Il clima di paura e diffidenza caratteristico della prigione, infatti, ostacola non poco l’opera di informazione e consulenza della quale si avverte ancora un forte bisogno.

Donne e uomini migranti

La situazione di maggior disagio, al momento, è quella vissuta dalle persone sieropositive provenienti dai paesi in via di sviluppo o da regioni quali l’Europa centro-orientale e provviste solo di un permesso di soggiorno precario (spesso neanche di quello).

In moti casi essi scoprono di essere infetti solo dopo l’arrivo nel nuovo paese, quando già manifestano i primi sintomi. Come se non bastasse, la maggior parte di loro deve far fronte ai problemi pratici derivanti dalla loro condizione di immigrati: non conoscono la lingua nazionale della nazione che li ospita, hanno scarsa confidenza con il sistema sanitario e sociale, hanno alle spalle traumatiche esperienze di guerra, talvolta associate a sevizie e fame.

Il punto è che l’aver contratto dell’Hiv/Aids rappresenta soltanto la punta dell’iceberg.
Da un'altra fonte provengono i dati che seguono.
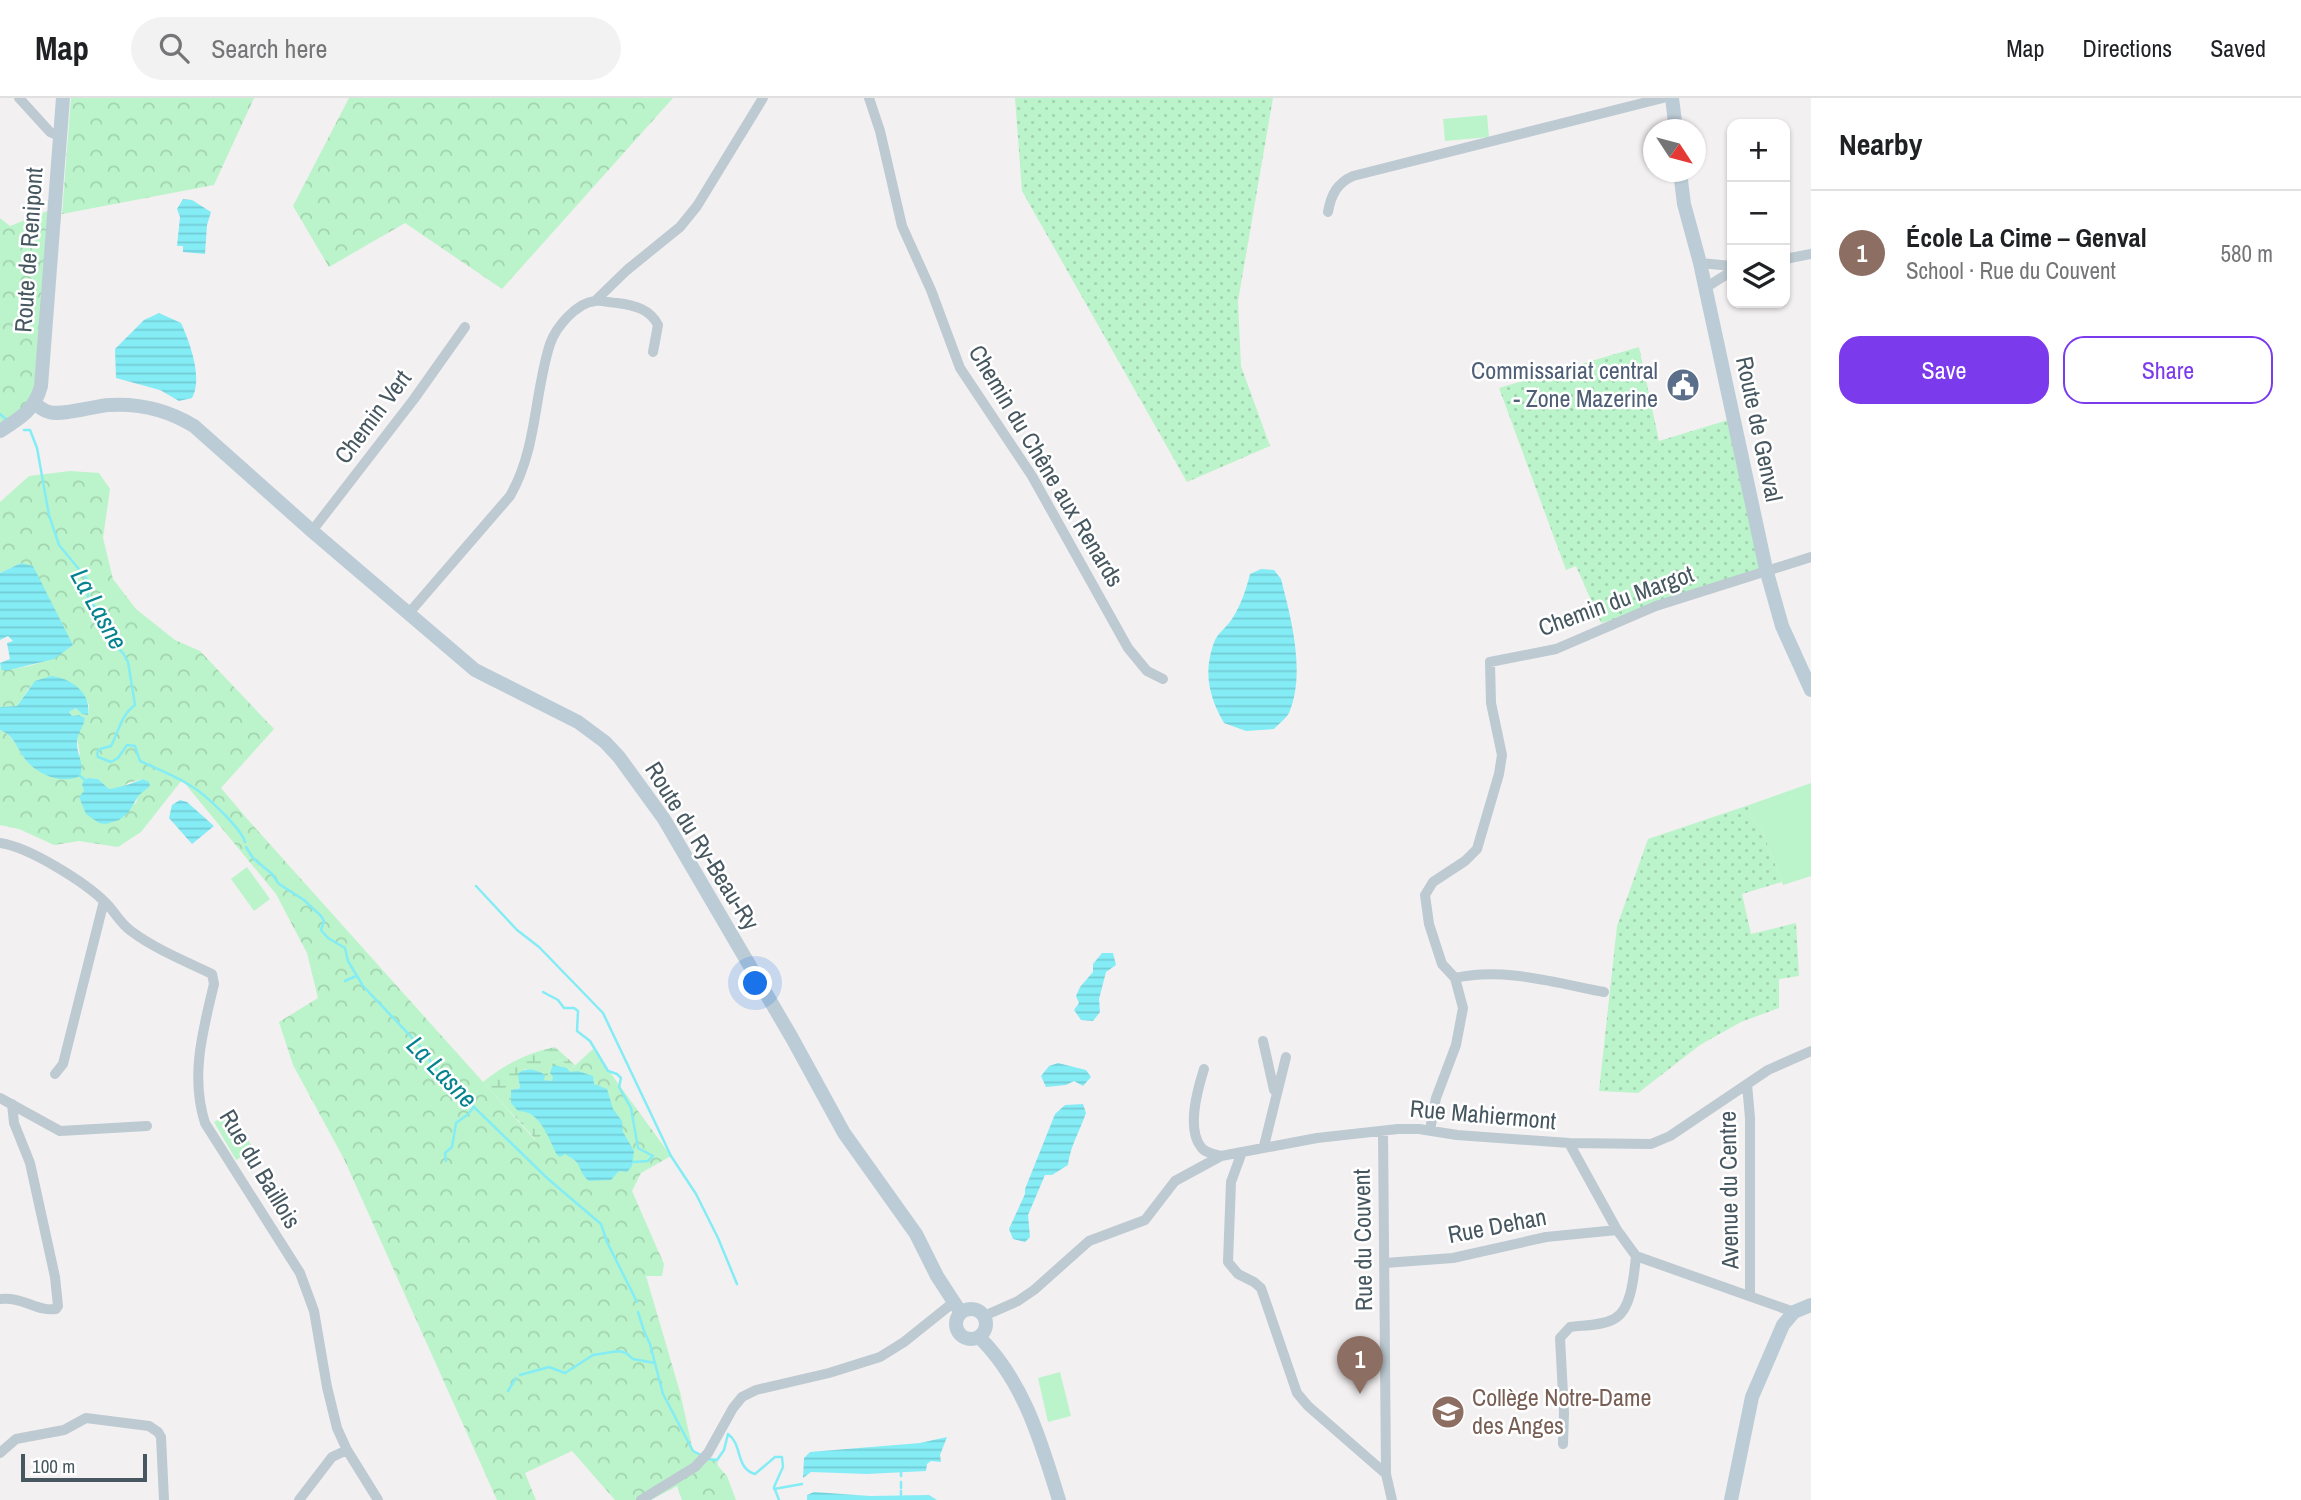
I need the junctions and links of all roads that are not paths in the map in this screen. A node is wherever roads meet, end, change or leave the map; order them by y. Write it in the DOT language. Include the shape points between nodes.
graph roads {
  1 [pos="19,98"];
  2 [pos="63,98"];
  3 [pos="763,98"];
  4 [pos="869,98"];
  5 [pos="1663,98"];
  6 [pos="1672,98"];
  7 [pos="1675,119"];
  8 [pos="59,136"];
  9 [pos="1681,182"];
  10 [pos="1328,212"];
  11 [pos="1811,254"];
  12 [pos="1790,257"];
  13 [pos="1700,263"];
  14 [pos="1727,267"];
  15 [pos="1727,272"];
  16 [pos="1705,288"];
  17 [pos="595,301"];
  18 [pos="465,327"];
  19 [pos="653,352"];
  20 [pos="35,404"];
  21 [pos="0,431"];
  22 [pos="312,531"];
  23 [pos="1811,557"];
  24 [pos="1766,569"];
  25 [pos="409,613"];
  26 [pos="1163,678"];
  27 [pos="1811,690"];
  28 [pos="0,843"];
  29 [pos="104,901"];
  30 [pos="1455,978"];
  31 [pos="1604,992"];
  32 [pos="1263,1041"];
  33 [pos="1811,1051"];
  34 [pos="1286,1057"];
  35 [pos="1204,1069"];
  36 [pos="55,1074"];
  37 [pos="1747,1084"];
  38 [pos="1275,1096"];
  39 [pos="0,1098"];
  40 [pos="12,1104"];
  41 [pos="148,1126"];
  42 [pos="1430,1130"];
  43 [pos="1383,1131"];
  44 [pos="1569,1143"];
  45 [pos="1264,1146"];
  46 [pos="1242,1152"];
  47 [pos="1221,1156"];
  48 [pos="1617,1230"];
  49 [pos="1636,1256"];
  50 [pos="1385,1263"];
  51 [pos="1749,1296"];
  52 [pos="3,1299"];
  53 [pos="1811,1305"];
  54 [pos="957,1307"];
  55 [pos="1794,1312"];
  56 [pos="984,1316"];
  57 [pos="979,1336"];
  58 [pos="1563,1444"];
  59 [pos="346,1450"];
  60 [pos="0,1453"];
  61 [pos="1386,1474"];
  62 [pos="164,1500"];
  63 [pos="299,1500"];
  64 [pos="378,1500"];
  65 [pos="641,1500"];
  66 [pos="1059,1500"];
  67 [pos="1392,1500"];
  68 [pos="1731,1500"];
  1 -- 8 [label="street"];
  2 -- 8 [label="street, Route de Renipont"];
  3 -- 17 [label="street" via="680,227"];
  4 -- 26 [label="street, Chemin du Chêne aux Renards" via="902,226 960,368 1038,486 1128,648 1139,664"];
  5 -- 10 [label="street" via="1353,176 1336,189"];
  6 -- 7 [label="street"];
  8 -- 20 [label="street, Route de Renipont" via="44,353"];
  9 -- 13 [label="street, Route de Genval"];
  11 -- 12 [label="street"];
  13 -- 14 [label="street"];
  13 -- 16 [label="street, Route de Genval"];
  15 -- 16 [label="street"];
  16 -- 24 [label="street, Route de Genval"];
  17 -- 19 [label="street" via="649,313 658,325"];
  17 -- 25 [label="street" via="570,314 550,344 523,470 510,496"];
  18 -- 22 [label="street, Chemin Vert"];
  20 -- 21 [label="street"];
  20 -- 22 [label="street, Route du Ry-Beau-Ry" via="51,413 128,405 181,418"];
  22 -- 25 [label="street, Route du Ry-Beau-Ry"];
  23 -- 24 [label="street"];
  24 -- 27 [label="street, Route de Genval" via="1782,626"];
  24 -- 30 [label="street, Chemin du Margot" via="1656,606 1556,649 1490,662 1491,703 1502,755 1499,774 1477,849 1433,882 1425,895 1442,964"];
  25 -- 54 [label="street, Route du Ry-Beau-Ry" via="475,670 591,731 626,767 670,830 844,1133 916,1234"];
  28 -- 29 [label="street, Rue du Baillois" via="29,852"];
  29 -- 36 [label="street" via="63,1064"];
  29 -- 59 [label="street, Rue du Baillois" via="134,934 214,978 197,1063 201,1110 210,1132 308,1290 332,1413"];
  30 -- 31 [label="street" via="1528,978"];
  30 -- 42 [label="street" via="1462,998 1462,1023"];
  32 -- 38 [label="street"];
  33 -- 37 [label="street"];
  34 -- 38 [label="street"];
  35 -- 47 [label="street" via="1195,1101 1197,1137 1204,1150"];
  37 -- 44 [label="street" via="1656,1143"];
  37 -- 51 [label="street, Avenue du Centre"];
  38 -- 45 [label="street"];
  39 -- 40 [label="street"];
  40 -- 41 [label="street" via="60,1131"];
  40 -- 52 [label="street" via="14,1124 30,1163 58,1307 50,1310 19,1299"];
  42 -- 43 [label="street, Rue Mahiermont"];
  42 -- 44 [label="street, Rue Mahiermont"];
  43 -- 45 [label="street, Rue Mahiermont"];
  43 -- 50 [label="street, Rue du Couvent"];
  44 -- 48 [label="street, Rue Mahiermont"];
  45 -- 46 [label="street, Rue Mahiermont"];
  46 -- 47 [label="street, Rue Mahiermont"];
  46 -- 61 [label="street" via="1231,1182 1228,1262 1261,1289 1297,1393"];
  47 -- 56 [label="street, Rue Mahiermont" via="1175,1181 1145,1220 1089,1241 1034,1290"];
  48 -- 49 [label="street, Rue Mahiermont"];
  48 -- 50 [label="street, Rue Dehan" via="1546,1237 1453,1258"];
  49 -- 51 [label="street"];
  49 -- 58 [label="street" via="1624,1310 1605,1323 1570,1327 1560,1338"];
  50 -- 61 [label="street, Rue du Couvent"];
  51 -- 55 [label="street"];
  53 -- 55 [label="street"];
  54 -- 56 [label="street"];
  54 -- 57 [label="street" via="957,1331 965,1338"];
  54 -- 65 [label="street" via="880,1357 741,1397 695,1468"];
  55 -- 68 [label="street" via="1783,1325 1752,1397"];
  56 -- 57 [label="street" via="985,1327"];
  57 -- 66 [label="street" via="992,1349 1033,1418"];
  59 -- 63 [label="street" via="332,1457"];
  59 -- 64 [label="street, Rue du Baillois"];
  60 -- 62 [label="street" via="16,1439 64,1430 86,1418 146,1426 161,1437"];
  61 -- 67 [label="street, Rue du Couvent"];
}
Alla base, infatti, c’è tutta una serie di problemi rispetto ai quali persino la salute passa in secondo piano: la permanenza non assicurata nel nuovo paese, il futuro incerto, le condizioni di vita precarie, la mancanza di una rete di familiari e amici. Senza contare che, per chi richiede l’asilo, la libera scelta del medico è comprensibilmente limitata.

Popolazione generale

Il numero delle persone affette da Hiv che non appartiene a nessuno dei gruppi sin qui menzionati è in aumento. Si tratta di soggetti che, contrariamente ai gay o ai consumatori di droga, non sono uniti dallo spirito di appartenenza alla medesima minoranza, né dall’esperienza di discriminazione sociale che ne deriva.

In quanto singoli individui sieropositivi all’interno della cosiddetta popolazione normale, costoro si sentono spesso lasciati soli con i propri problemi e vivono nella paura di essere emarginati. Per questo motivo hanno difficoltà a svelare apertamente la condizione di sieropositivi, anche se, talvolta, nascondono l’infezione per proteggere dall’emarginazione la famiglia.